**YOUR OBJECTIVE:** In the material below, find each line with the word "bubble" and copy it.
MATERIAL SUPPLIED START
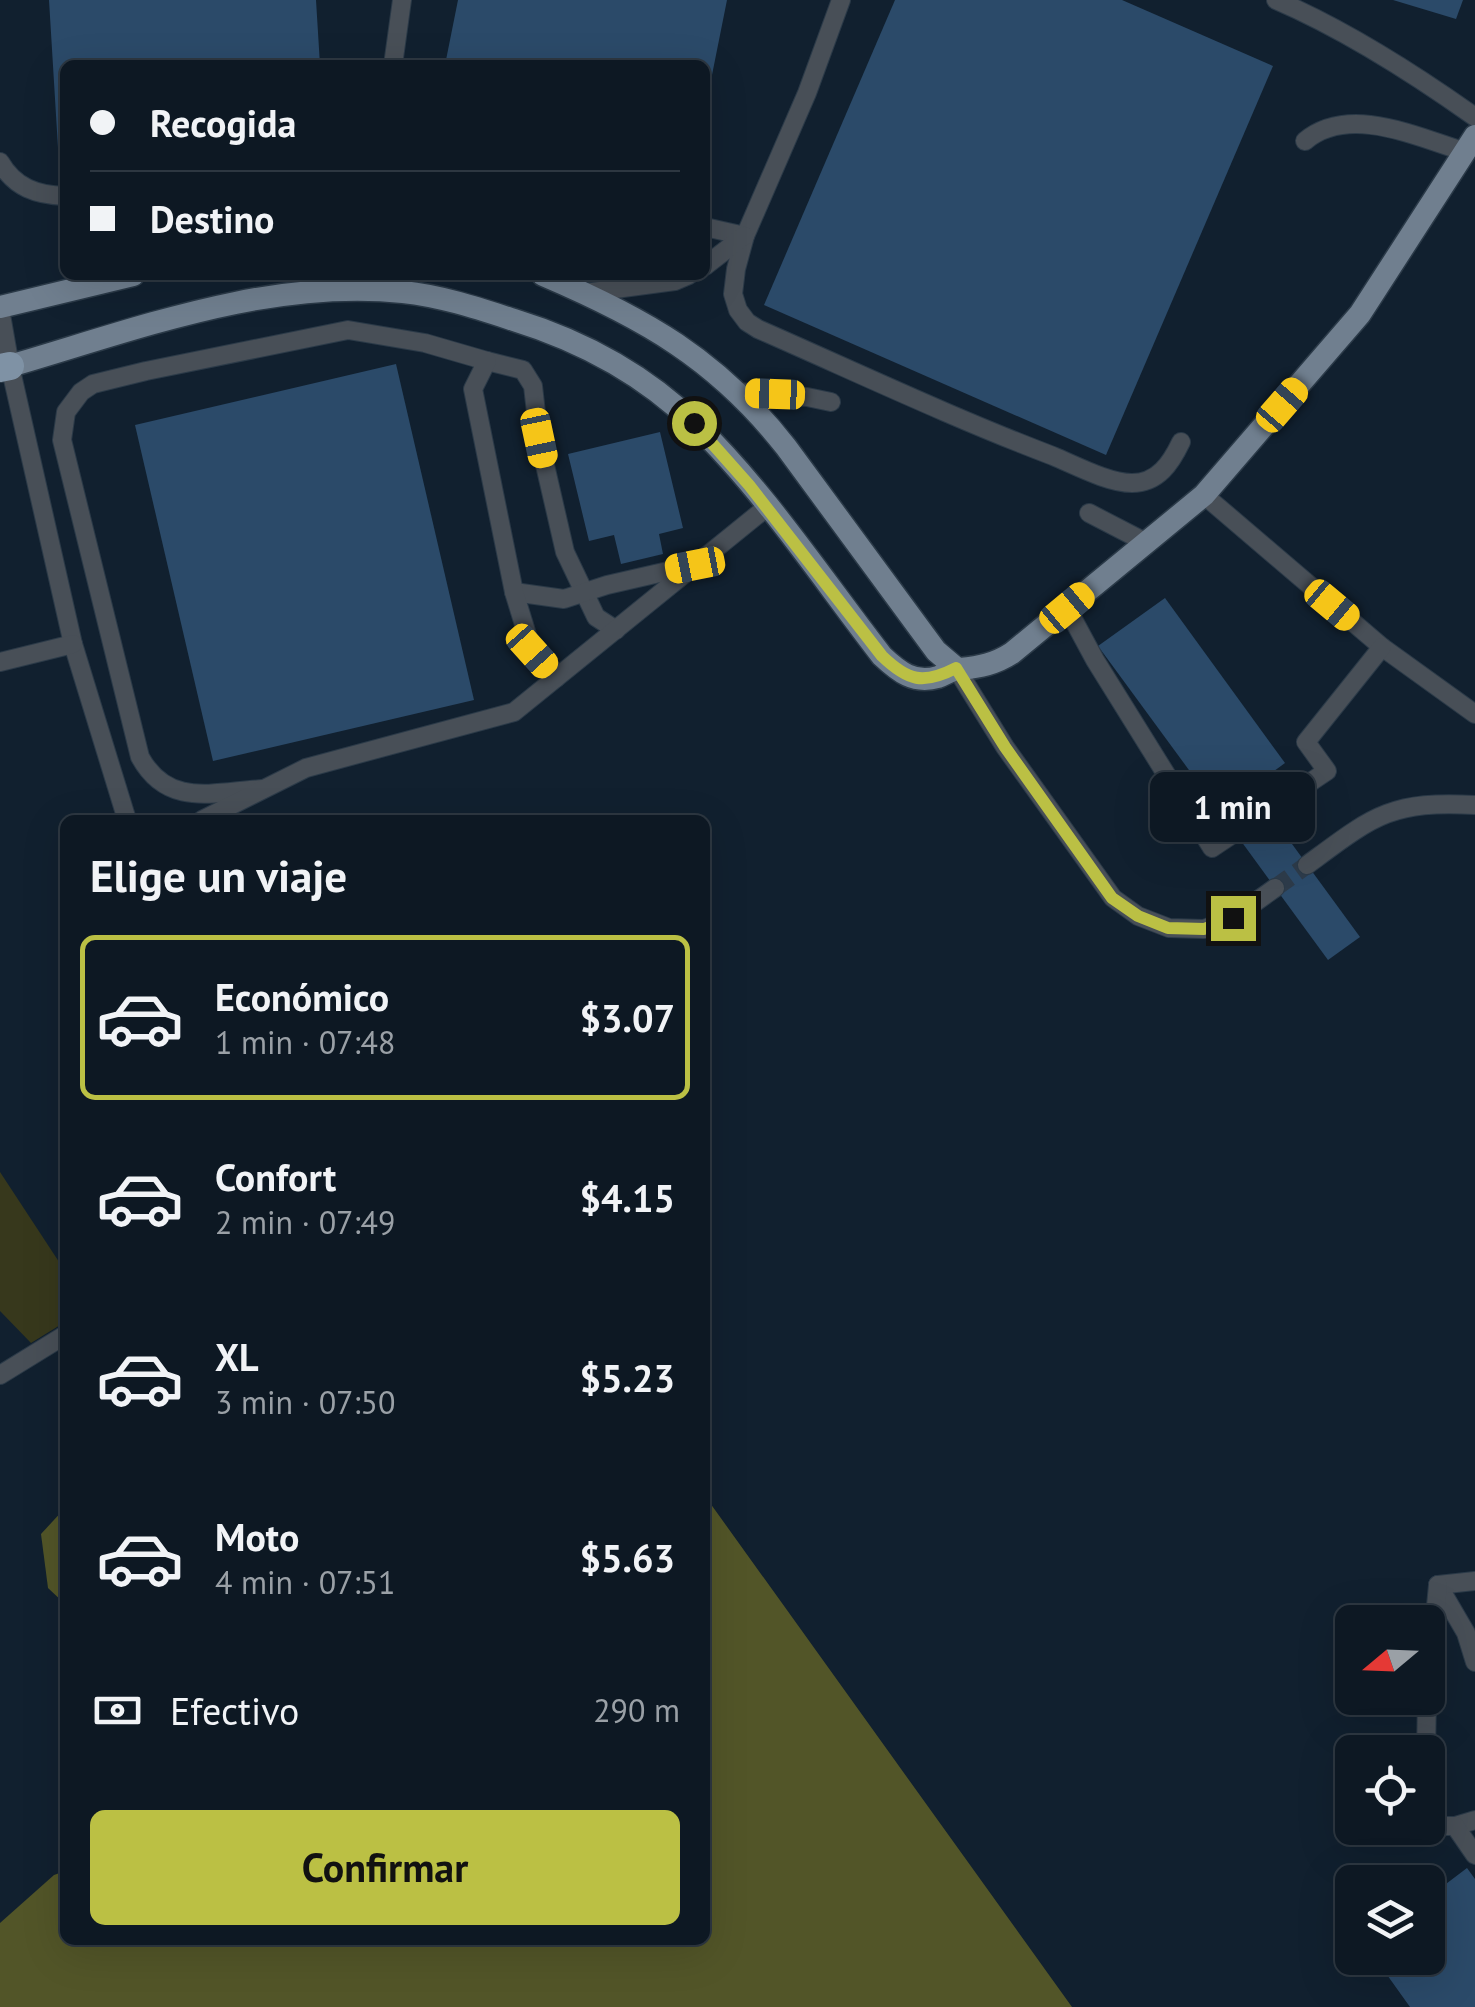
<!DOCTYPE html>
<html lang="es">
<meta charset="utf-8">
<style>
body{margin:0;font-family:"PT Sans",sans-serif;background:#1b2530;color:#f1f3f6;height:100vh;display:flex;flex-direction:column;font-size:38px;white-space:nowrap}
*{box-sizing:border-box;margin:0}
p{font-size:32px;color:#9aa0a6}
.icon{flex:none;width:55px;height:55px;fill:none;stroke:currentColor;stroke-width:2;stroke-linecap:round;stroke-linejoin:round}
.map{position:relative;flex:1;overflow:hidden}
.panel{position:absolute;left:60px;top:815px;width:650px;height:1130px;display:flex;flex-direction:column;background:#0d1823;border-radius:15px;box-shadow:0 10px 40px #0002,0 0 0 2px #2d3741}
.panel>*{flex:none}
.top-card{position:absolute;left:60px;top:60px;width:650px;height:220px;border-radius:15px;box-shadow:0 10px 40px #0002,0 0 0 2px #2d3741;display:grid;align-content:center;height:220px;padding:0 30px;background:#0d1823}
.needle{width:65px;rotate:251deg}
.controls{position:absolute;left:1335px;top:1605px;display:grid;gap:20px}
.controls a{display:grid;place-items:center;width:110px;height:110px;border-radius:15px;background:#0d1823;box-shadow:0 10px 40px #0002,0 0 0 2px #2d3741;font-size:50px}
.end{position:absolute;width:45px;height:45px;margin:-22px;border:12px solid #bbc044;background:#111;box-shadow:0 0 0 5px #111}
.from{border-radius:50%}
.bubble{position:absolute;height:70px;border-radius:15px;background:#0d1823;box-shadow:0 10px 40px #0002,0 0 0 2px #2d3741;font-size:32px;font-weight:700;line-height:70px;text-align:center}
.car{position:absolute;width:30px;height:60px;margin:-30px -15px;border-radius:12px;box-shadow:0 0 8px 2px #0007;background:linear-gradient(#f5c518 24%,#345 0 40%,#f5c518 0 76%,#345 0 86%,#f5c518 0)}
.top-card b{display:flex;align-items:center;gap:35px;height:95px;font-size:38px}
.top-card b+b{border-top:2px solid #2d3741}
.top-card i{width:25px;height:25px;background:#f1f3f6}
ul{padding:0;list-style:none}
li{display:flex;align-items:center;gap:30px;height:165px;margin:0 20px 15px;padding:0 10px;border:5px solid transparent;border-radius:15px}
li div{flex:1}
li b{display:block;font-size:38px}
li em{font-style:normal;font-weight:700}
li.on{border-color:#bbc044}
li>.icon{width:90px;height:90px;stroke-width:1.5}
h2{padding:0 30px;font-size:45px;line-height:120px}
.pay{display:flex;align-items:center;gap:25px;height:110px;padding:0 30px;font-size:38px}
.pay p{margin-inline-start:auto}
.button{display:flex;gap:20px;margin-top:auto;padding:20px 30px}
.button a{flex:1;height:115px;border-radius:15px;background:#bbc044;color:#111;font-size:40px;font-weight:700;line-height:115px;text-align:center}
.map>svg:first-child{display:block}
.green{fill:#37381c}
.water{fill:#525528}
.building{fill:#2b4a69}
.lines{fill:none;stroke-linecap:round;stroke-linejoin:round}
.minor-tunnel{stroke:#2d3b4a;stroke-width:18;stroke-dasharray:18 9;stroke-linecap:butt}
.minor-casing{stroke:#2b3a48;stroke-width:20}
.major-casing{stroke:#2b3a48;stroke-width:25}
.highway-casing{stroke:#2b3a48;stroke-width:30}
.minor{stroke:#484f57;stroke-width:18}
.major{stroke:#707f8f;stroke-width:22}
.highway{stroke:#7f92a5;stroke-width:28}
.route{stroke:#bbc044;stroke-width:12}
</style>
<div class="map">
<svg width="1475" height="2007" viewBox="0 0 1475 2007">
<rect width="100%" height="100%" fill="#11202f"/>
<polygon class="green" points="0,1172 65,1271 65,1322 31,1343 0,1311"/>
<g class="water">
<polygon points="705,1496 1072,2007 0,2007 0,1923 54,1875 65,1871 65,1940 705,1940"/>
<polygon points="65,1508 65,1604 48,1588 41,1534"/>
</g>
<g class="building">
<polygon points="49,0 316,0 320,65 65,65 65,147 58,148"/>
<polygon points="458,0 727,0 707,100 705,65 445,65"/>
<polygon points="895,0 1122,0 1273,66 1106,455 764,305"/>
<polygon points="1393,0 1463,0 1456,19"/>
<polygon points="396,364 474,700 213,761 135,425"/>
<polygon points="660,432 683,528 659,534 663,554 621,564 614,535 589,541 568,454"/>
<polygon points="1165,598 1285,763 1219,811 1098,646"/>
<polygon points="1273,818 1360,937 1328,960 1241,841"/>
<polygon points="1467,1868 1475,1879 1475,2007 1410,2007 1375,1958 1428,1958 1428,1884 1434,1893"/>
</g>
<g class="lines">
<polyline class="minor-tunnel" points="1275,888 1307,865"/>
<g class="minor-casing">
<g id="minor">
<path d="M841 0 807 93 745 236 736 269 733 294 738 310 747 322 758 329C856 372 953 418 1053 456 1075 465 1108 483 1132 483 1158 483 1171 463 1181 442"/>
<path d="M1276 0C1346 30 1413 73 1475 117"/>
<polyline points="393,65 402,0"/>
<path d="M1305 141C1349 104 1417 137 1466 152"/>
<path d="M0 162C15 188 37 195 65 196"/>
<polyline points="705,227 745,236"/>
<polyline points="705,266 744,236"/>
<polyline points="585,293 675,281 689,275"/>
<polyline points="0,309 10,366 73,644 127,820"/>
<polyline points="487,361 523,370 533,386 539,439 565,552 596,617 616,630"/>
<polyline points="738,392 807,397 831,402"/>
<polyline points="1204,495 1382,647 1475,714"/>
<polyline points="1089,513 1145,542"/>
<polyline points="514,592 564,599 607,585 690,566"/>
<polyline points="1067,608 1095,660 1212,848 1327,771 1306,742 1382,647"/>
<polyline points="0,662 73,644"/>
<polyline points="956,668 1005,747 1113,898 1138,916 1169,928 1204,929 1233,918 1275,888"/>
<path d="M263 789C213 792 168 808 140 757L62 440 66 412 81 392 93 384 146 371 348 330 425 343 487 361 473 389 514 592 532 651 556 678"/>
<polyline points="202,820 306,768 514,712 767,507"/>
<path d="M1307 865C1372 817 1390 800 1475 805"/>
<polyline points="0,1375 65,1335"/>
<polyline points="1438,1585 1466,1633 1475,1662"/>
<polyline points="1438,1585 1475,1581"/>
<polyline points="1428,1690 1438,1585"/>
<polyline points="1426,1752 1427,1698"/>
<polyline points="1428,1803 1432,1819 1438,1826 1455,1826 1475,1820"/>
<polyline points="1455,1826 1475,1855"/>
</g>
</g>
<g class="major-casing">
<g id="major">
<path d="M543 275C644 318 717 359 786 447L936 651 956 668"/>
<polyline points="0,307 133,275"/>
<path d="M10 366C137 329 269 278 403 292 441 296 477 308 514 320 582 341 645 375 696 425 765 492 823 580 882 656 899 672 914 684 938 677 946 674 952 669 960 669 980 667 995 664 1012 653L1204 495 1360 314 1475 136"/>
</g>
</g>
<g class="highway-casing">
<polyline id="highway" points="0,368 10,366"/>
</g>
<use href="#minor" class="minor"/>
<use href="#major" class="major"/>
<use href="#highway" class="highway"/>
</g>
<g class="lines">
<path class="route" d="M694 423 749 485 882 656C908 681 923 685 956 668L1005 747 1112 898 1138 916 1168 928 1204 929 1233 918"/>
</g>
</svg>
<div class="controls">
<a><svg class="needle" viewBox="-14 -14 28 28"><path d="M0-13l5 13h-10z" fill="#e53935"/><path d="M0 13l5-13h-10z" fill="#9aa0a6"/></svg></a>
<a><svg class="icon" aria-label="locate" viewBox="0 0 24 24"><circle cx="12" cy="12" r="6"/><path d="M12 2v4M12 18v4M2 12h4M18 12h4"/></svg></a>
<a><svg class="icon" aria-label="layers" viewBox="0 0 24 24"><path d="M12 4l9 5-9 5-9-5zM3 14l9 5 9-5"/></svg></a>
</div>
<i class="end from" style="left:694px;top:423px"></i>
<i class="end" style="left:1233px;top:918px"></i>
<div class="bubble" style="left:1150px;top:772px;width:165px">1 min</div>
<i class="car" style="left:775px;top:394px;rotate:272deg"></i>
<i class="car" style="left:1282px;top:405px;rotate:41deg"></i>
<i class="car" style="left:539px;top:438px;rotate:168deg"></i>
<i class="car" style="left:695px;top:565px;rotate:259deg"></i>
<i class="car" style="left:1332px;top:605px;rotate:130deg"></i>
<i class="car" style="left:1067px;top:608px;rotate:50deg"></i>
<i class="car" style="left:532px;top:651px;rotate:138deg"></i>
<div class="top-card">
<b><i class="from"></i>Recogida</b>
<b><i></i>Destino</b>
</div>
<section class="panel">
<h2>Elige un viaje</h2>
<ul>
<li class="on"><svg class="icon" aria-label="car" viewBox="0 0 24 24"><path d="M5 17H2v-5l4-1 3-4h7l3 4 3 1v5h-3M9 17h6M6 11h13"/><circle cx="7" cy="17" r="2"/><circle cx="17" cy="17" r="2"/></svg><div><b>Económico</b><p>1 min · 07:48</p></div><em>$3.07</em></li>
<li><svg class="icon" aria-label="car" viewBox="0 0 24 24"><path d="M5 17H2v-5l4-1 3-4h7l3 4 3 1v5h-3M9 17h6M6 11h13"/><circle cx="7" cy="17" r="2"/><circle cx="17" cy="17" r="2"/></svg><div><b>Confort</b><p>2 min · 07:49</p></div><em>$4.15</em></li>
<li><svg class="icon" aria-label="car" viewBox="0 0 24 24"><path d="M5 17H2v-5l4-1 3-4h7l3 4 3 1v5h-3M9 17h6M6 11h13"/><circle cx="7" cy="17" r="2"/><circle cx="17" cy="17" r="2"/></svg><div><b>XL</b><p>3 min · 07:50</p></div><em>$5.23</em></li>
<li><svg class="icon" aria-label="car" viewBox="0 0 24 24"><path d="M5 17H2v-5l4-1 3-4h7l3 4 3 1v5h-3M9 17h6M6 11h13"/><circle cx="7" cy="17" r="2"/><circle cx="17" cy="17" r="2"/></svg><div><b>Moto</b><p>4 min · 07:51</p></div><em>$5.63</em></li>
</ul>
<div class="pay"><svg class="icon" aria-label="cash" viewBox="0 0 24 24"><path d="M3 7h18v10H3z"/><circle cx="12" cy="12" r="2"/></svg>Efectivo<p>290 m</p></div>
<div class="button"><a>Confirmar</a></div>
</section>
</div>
MATERIAL SUPPLIED END
**OUTPUT OF THE EXERCISE:**
.bubble{position:absolute;height:70px;border-radius:15px;background:#0d1823;box-shadow:0 10px 40px #0002,0 0 0 2px #2d3741;font-size:32px;font-weight:700;line-height:70px;text-align:center}
<div class="bubble" style="left:1150px;top:772px;width:165px">1 min</div>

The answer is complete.